Quello che emerge con certezza dalla stampa odierna è che domina su tutto una grande confusione.
Sul piano militare si registrano alcuni timidi passi avanti nelle trattative. I termini restano però alquanto oscuri e l’unica cosa certa è che mentre in sede negoziale sarebbe stato garantito un arretramento delle truppe russe a Nord-Ovest dell’Ucraina, le città di Kiev e Chernihiv sono state poste questa notte a un forte bombardamento missilistico da parte dei russi.
Insomma le trattative continuano e continua anche la guerra.
Quello che sorprende maggiormente è la discriminazione che si fa in Europa, ai fini dell’accoglienza dei profughi, profughi unicamente ucraini e profughi di etnie diverse anche se residenti in quel Paese.
Questa discriminazione è effettuata soprattutto dagli Stati del Visegraad, cioè dalla Polonia, dalla Ungheria, dalla Repubblica Ceca e dalla Repubblica Slovacca, i quali accolgono soltanto i profughi di origine ucraina e impediscono l’accesso in Europea anche a chi risiede da tempo in quel Paese nonché ai profughi siriani, afghani e del Medio Oriente facendo temere la riaffermazione di idee razziste, delle quali serbiamo triste e incancellabile ricordo.

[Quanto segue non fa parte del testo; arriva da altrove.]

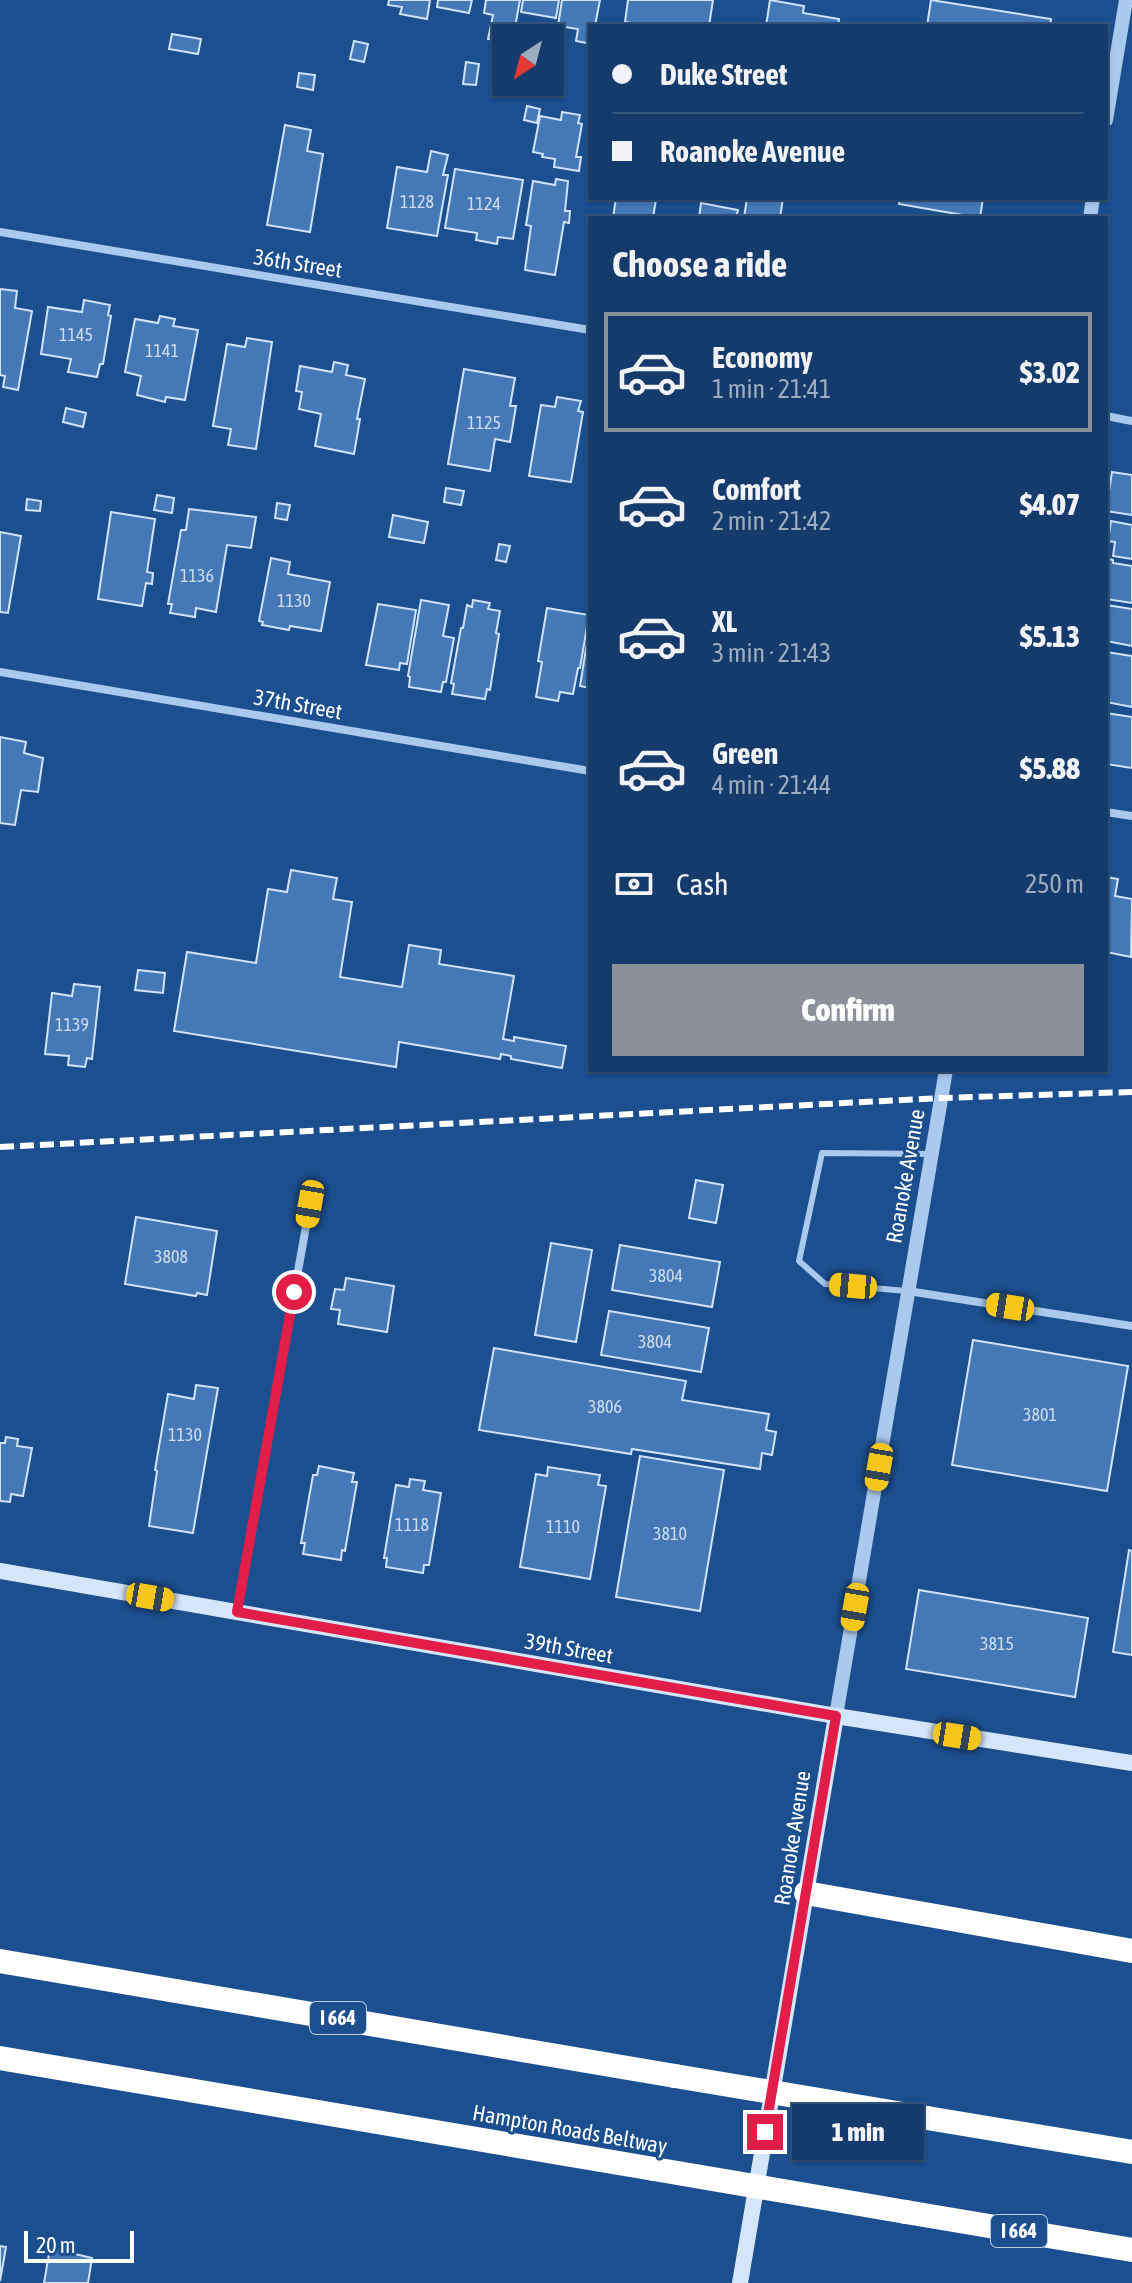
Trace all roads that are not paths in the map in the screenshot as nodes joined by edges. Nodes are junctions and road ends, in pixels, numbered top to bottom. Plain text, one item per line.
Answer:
1 (1126, 0) edge
2 (1108, 108) edge
3 (0, 232) edge
4 (588, 330) edge
5 (1108, 416) edge
6 (1132, 421) edge
7 (0, 672) edge
8 (588, 771) edge
9 (1108, 812) edge
10 (1132, 816) edge
11 (946, 1072) edge
12 (931, 1154) junction
13 (310, 1204) dead end
14 (907, 1291) junction
15 (1132, 1326) edge
16 (0, 1571) edge
17 (237, 1612) junction
18 (836, 1716) junction
19 (1132, 1763) edge
20 (806, 1893) junction
21 (1132, 1951) edge
22 (0, 1961) edge
23 (0, 2058) edge
24 (1132, 2152) edge
25 (1132, 2250) edge
26 (740, 2283) edge

1 - 2 street
3 - 4 street, 36th Street
5 - 6 street
7 - 8 street, 37th Street
9 - 10 street
11 - 12 street, Roanoke Avenue
12 - 14 street, Roanoke Avenue
12 - 14 lane
13 - 17 street
14 - 15 street
14 - 18 street, Roanoke Avenue
16 - 17 main road, 39th Street
17 - 18 main road, 39th Street
18 - 19 main road, 39th Street
18 - 20 main road, Roanoke Avenue
20 - 21 highway
20 - 26 main road, Roanoke Avenue
22 - 24 highway, I 664, bridge
23 - 25 highway, Hampton Roads Beltway / I 664, bridge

E il fatto che maggiormente addolora è che l’Italia, nonostante la direttiva europea inviti i Paesi membri di estendere il più possibile l’accoglienza ai profughi, si è allineata alle posizioni del Visegraad, dando un duro colpo alla credibilità internazionale dell’Italia come Paese democratico che, per Costituzione (art. 3, comma 1, Cost.), non distingue persone in base alla razza.

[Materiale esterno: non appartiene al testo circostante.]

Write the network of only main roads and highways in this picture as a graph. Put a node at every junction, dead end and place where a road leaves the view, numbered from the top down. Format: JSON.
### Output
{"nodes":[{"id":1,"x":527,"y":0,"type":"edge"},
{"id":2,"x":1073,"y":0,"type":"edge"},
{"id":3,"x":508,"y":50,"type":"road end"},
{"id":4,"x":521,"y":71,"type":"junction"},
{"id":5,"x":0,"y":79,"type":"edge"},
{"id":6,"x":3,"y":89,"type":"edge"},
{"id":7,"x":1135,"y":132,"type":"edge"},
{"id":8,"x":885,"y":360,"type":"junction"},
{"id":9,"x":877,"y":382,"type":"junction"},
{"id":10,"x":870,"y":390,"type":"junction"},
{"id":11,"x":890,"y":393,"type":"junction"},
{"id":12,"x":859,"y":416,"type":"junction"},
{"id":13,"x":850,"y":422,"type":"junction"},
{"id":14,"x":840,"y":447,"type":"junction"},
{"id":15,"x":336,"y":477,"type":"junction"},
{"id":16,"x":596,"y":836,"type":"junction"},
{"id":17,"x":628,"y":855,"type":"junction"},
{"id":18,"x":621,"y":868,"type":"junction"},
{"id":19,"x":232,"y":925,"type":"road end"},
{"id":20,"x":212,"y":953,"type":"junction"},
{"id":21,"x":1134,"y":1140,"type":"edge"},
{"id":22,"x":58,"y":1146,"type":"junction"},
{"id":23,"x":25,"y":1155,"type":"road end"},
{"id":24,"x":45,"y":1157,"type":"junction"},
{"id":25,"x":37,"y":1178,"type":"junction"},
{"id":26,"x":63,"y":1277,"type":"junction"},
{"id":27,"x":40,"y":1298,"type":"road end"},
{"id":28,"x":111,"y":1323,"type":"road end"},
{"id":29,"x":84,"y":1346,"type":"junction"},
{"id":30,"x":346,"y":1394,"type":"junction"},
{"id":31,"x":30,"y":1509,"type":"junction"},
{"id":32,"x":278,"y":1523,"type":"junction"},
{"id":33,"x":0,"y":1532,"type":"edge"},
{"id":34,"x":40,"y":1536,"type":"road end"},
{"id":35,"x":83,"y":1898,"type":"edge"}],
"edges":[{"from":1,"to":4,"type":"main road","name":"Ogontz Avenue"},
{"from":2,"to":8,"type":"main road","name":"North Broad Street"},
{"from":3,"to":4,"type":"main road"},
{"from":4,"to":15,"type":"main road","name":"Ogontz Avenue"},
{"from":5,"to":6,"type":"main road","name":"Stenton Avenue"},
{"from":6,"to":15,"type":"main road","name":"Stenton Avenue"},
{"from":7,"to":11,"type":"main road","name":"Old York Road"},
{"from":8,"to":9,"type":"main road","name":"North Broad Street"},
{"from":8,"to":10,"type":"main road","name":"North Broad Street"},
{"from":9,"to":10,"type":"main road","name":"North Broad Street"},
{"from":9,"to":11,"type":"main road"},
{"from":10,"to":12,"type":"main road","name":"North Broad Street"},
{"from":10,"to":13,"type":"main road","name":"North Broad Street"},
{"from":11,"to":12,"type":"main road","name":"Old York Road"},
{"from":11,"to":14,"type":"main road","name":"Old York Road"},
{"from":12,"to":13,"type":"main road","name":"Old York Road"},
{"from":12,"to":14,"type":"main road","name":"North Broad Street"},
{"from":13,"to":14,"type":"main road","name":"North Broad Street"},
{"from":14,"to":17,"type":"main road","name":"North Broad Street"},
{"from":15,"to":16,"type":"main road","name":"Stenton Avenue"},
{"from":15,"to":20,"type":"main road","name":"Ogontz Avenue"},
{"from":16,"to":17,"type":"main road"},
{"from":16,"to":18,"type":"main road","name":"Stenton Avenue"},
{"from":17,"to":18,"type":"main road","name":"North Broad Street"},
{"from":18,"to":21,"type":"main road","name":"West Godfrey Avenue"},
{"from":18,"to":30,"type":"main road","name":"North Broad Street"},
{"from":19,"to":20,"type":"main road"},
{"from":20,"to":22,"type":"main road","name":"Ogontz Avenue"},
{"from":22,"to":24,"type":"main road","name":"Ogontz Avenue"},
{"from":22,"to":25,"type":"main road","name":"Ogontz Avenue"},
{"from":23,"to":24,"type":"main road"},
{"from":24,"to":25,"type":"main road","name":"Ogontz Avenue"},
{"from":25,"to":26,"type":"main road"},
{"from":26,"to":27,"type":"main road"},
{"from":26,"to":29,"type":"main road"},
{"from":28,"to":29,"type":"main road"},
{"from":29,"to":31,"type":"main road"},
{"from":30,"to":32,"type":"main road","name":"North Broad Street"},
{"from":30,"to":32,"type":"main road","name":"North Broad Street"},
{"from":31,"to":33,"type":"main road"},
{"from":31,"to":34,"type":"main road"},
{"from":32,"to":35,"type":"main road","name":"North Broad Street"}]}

Un altro punto importante che emerge da quanto è avvenuto in sede di trattative, è che in realtà sono divenuti criteri decisivi gli interessi economici, da un lato della Russia, dall’altro degli ucraini. Infatti il punto centrale della trattativa stessa riguarda il Donbass, che, come osserva la Gabanelli, è un Paese molto ricco per i minerali, il petrolio e i prodotti agricoli che possiede.
E non bisogna dimenticare che è ormai dominante il pensiero unico del neoliberismo, secondo il quale il mercato generale non ha più nessun limite e fa sì che l’istinto di sopraffazione prevalga sulla ragione.
Il modello da seguire è sempre quello di riconoscere autonomia decisionale ai Popoli, di rafforzare le comunità politiche con un proprio patrimonio pubblico, che da noi può esser definito demanio costituzionale, in modo da poter essere autosufficienti e mantenere un livello economico di forza pressoché equivalente nei rapporti internazionali.
La dissoluzione della ricchezza dei Popoli operata dalle privatizzazioni sia russe, che occidentali, e in particolare modo italiane, sono da definire corresponsabili di questo disastro. E, per quanto riguarda la politica italiana, anche dalla confusione di idee che oggi domina nel Parlamento.
Infatti si è persa la bussola di ogni orientamento e non si vuol capire che la salvezza della nostra Nazione sta innanzitutto nel recupero del patrimonio pubblico, ceduto a inetti speculatori.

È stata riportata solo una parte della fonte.